Katie Micik Dehlinger
By  Katie Micik Dehlinger , Farm Business Editor
(Getty images; Photo illustration by Barry Falkner)

Interest rates on agricultural loans doubled between the fourth quarters of 2021 and 2022, increasing by more than 300 basis points.

"The only time loan rates increased at this pace was in the early 1980s," says Tait Berg, a senior agricultural coordinator with the Minneapolis Federal Reserve. "Elevated interest rates will impact producer financials in 2023 and beyond, especially for the least-profitable producers."

Brian Briggeman, an agricultural economics professor and director of the Arthur Capper Cooperative Center, at Kansas State University, says the way farmers should navigate this environment is "tried-and-true."

Start by creating a budget, and then stress-test it. See what happens to total costs if fertilizer prices go up 15% or yield falls by 10%.

Berg's research using University of Minnesota's FINBIN database shows that farms in the bottom 20% of profitability carried an average of $2,500 of debt per acre of farmland compared to $1,000 per acre for farms in the top 20% of the profitability spectrum.

"All producers should prepare for elevated interest rates by incorporating higher interest expenses into cash-flow projections regardless of profitability and debt levels," Berg says. That's especially important for farmers with higher debt levels per acre. "Results from the updated projections will help producers understand how elevated interest rates will impact their operations this year (and beyond) and provide financial options to operate in the new reality of higher interest rates."

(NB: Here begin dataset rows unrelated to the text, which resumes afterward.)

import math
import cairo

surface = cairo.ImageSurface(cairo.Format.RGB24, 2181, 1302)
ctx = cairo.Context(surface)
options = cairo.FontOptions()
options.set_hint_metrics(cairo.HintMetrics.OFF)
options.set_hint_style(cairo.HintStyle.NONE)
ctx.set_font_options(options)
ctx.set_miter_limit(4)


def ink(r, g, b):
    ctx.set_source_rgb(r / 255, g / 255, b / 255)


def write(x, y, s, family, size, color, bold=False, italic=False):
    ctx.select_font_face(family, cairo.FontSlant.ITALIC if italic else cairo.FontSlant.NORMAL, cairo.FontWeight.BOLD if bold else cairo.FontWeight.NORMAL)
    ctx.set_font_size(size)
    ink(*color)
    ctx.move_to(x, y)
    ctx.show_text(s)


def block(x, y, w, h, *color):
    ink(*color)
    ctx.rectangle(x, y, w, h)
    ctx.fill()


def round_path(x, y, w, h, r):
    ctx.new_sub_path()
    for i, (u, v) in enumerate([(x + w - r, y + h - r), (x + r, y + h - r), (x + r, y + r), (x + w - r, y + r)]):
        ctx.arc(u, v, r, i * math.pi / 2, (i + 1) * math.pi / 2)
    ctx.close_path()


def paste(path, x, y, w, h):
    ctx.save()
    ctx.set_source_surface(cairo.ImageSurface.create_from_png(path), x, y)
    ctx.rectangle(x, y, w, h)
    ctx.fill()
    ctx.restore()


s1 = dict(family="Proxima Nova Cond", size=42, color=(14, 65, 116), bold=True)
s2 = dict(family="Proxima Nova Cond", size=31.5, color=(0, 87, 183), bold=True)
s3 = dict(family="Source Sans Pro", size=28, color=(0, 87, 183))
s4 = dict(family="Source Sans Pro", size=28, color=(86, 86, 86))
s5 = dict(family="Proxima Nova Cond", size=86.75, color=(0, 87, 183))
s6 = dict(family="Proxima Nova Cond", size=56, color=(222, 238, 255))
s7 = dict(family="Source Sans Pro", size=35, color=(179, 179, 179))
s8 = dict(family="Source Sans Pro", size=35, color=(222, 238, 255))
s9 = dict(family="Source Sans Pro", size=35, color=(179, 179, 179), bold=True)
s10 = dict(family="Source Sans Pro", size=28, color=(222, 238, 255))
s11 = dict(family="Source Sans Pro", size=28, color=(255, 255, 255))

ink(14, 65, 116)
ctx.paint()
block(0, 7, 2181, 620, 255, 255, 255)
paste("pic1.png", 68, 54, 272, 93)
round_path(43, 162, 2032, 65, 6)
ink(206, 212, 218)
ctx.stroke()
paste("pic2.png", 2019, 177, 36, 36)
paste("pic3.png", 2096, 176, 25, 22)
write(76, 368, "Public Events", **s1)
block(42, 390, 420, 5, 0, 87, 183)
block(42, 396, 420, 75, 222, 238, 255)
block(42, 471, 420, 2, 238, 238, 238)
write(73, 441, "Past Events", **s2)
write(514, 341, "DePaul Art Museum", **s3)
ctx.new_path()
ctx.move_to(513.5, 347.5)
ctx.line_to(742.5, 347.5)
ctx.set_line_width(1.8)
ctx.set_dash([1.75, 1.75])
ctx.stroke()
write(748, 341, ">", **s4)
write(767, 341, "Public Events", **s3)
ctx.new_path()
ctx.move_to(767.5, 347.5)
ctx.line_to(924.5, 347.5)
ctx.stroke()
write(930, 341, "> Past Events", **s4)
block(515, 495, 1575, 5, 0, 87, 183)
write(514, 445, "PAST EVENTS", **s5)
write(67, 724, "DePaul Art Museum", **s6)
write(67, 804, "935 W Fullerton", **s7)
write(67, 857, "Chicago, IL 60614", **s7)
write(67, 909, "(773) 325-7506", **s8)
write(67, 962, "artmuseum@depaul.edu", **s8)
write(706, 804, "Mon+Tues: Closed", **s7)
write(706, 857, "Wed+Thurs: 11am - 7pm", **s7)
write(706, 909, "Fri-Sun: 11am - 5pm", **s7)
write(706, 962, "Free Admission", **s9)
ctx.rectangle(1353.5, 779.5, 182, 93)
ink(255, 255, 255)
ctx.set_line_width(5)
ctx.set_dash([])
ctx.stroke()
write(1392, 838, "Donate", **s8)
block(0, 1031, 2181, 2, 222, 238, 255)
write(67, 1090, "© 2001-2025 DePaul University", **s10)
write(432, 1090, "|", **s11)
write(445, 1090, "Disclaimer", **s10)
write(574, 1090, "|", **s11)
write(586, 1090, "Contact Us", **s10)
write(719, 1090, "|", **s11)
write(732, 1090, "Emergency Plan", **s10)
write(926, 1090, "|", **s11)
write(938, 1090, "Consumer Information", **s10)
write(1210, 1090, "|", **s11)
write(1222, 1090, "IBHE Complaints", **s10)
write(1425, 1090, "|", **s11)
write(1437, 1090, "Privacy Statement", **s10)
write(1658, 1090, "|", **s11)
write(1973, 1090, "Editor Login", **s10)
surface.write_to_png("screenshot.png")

Aside from knowing how interest rates will shift the budget, Briggeman suggests farmers focus on maintaining or growing their liquid assets while maximizing their efficiency.

"Building your balance sheet is just critical," he says. "Be as efficient as you can. Pore over your operation to increase efficiency and control costs within reason."

Minding your liquidity levels also makes it possible to take advantage of opportunities to expand or improve when they arise. "If you focus on the business fundamentals, you can be ready to seize on those opportunities," Briggeman says.